Si può così arrivare al paradosso che vengano approvate leggi, cosiddette positive, che hanno il consenso popolare, ma che non sono giuste, poiché non riconoscono una norma etica al di fuori del consenso, né si pongono il problema di aderire ad una verità morale di cui il relativismo nega l’esistenza. Ma la cosa più grave è che tali leggi per i più ingenui diventano una giustificazione di una condotta indifferente alla ricerca della verità e della giustizia. Non si dice forse: “Lo dice la legge, dunque… è giusto!”? Tale leggi sono espressione di una coscienza collettiva auto-referenziale in quanto non si forma alla luce della verità, ma segue criteri più comodi: accontentarsi delle buone intenzioni, accettare un piccolo male per ottenere un bene maggiore…

Le radici trascendenti della giustizia
“Nel nostro mondo, in cui il valore della persona, della sua dignità e dei suoi diritti, al di là delle proclamazioni di intenti, è seriamente minacciato dalla diffusa tendenza a ricorrere esclusivamente ai criteri dell’utilità, del profitto e dell’avere, è importante non separare il concetto di giustizia dalle sue radici trascendenti. La giustizia, infatti, non è una semplice convenzione umana, poiché ciò che è giusto non è originariamente determinato dalla legge positiva, ma dall’identità profonda dell’essere umano…” (Benedetto XVI, Messaggio per la Pace, 2012, n.4).
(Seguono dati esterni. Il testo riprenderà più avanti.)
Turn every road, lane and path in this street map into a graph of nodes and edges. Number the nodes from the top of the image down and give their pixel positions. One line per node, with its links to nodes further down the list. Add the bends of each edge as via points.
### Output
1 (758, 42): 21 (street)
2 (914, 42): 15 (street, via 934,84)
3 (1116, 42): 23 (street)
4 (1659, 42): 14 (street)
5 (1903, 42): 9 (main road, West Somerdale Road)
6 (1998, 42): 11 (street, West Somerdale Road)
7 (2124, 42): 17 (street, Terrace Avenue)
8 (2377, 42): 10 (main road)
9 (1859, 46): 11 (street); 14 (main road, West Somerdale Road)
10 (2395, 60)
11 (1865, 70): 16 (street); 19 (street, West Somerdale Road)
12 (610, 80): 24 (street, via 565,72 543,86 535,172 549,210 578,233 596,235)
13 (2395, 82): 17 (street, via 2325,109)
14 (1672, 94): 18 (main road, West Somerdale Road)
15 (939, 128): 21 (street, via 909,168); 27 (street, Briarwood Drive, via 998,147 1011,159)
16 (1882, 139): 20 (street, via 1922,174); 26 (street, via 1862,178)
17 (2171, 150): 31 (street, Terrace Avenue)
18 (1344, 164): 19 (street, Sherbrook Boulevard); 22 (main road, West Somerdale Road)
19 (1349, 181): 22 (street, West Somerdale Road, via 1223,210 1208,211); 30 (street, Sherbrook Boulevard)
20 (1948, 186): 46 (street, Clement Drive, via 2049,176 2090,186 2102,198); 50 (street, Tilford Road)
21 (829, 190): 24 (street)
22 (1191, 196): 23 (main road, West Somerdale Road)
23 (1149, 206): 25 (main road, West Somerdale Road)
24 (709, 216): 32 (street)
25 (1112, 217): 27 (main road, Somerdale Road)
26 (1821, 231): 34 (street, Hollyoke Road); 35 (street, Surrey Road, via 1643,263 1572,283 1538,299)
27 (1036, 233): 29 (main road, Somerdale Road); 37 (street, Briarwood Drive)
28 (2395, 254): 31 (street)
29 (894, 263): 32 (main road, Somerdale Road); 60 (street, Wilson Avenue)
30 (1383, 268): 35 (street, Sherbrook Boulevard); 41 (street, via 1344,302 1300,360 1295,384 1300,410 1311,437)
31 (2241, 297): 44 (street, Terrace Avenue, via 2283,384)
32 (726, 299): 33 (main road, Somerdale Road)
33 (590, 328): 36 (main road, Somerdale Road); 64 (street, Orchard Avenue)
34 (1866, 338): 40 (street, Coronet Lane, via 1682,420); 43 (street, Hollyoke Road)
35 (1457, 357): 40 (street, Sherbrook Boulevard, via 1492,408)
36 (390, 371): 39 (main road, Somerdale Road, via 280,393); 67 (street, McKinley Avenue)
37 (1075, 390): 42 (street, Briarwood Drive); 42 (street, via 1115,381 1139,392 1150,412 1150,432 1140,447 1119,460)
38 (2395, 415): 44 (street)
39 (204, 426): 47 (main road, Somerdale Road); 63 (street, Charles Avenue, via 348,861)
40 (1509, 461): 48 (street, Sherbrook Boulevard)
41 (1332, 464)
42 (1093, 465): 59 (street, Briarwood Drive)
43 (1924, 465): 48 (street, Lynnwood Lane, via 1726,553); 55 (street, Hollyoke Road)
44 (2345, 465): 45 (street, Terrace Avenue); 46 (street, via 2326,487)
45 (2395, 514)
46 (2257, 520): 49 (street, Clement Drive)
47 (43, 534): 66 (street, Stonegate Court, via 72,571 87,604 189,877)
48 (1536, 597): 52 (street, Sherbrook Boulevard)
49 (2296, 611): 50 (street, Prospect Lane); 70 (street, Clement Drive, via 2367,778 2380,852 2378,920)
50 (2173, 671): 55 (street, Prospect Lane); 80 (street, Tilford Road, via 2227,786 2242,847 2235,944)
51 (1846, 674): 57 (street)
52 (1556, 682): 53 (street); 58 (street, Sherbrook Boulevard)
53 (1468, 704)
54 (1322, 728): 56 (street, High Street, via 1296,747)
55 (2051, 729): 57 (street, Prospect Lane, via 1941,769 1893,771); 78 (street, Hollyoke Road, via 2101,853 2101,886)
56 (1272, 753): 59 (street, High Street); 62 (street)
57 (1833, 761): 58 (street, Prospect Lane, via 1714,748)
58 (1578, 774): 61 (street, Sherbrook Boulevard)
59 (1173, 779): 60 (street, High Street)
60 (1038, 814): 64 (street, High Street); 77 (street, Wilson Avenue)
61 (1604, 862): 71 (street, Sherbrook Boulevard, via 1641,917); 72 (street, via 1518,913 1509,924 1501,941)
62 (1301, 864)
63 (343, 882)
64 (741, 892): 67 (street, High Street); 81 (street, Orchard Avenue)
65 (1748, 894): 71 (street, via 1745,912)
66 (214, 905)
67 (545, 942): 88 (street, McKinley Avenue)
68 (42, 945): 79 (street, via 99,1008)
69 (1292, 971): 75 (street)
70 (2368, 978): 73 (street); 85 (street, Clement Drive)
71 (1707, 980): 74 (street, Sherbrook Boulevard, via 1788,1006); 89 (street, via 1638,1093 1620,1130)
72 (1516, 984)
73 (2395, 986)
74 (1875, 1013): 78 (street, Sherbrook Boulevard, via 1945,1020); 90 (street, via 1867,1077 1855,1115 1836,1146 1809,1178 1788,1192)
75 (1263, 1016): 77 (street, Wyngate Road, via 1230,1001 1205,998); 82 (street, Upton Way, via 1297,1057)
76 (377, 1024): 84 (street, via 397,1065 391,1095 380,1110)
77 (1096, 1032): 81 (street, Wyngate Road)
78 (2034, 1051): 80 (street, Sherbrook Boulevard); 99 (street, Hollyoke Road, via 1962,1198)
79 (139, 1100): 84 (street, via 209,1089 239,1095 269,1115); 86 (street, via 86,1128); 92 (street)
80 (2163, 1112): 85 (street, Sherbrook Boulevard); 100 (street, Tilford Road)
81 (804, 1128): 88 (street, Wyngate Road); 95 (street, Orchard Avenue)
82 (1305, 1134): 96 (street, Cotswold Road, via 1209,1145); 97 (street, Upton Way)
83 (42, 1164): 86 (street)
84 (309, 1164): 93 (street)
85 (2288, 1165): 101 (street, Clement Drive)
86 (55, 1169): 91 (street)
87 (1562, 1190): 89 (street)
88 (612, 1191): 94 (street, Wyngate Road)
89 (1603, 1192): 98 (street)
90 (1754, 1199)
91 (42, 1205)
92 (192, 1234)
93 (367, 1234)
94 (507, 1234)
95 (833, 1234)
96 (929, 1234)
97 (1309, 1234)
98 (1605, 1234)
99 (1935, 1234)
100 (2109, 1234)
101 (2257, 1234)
L’uomo attraverso la ragione, purificata e illuminata dalla fede, può far crescere quell’“originaria memoria del bene e del male” riposta nella coscienza naturale. “Nell’intimo della coscienza l’uomo scopre una legge che non è lui a darsi, ma alla quale invece deve obbedire e la cui voce lo chiama ad amare e a fare il bene e a fuggire il male, ad assumere la responsabilità del bene compiuto e del male commesso” (Benedetto XVI, Messaggio per la Pace, 2012, n.3). L’uomo può arrivare ad essere in comunione col bene e col male e così può scoprire e formulare principi morali oggettivi. “Per questo, l’esercizio della libertà è intimamente connesso alla legge morale naturale, che ha carattere universale, esprime la dignità di ogni persona, pone la base dei suoi diritti e doveri fondamentali, e dunque, in ultima analisi, della convivenza giusta e pacifica fra le persone”(Benedetto XVI, ibidem).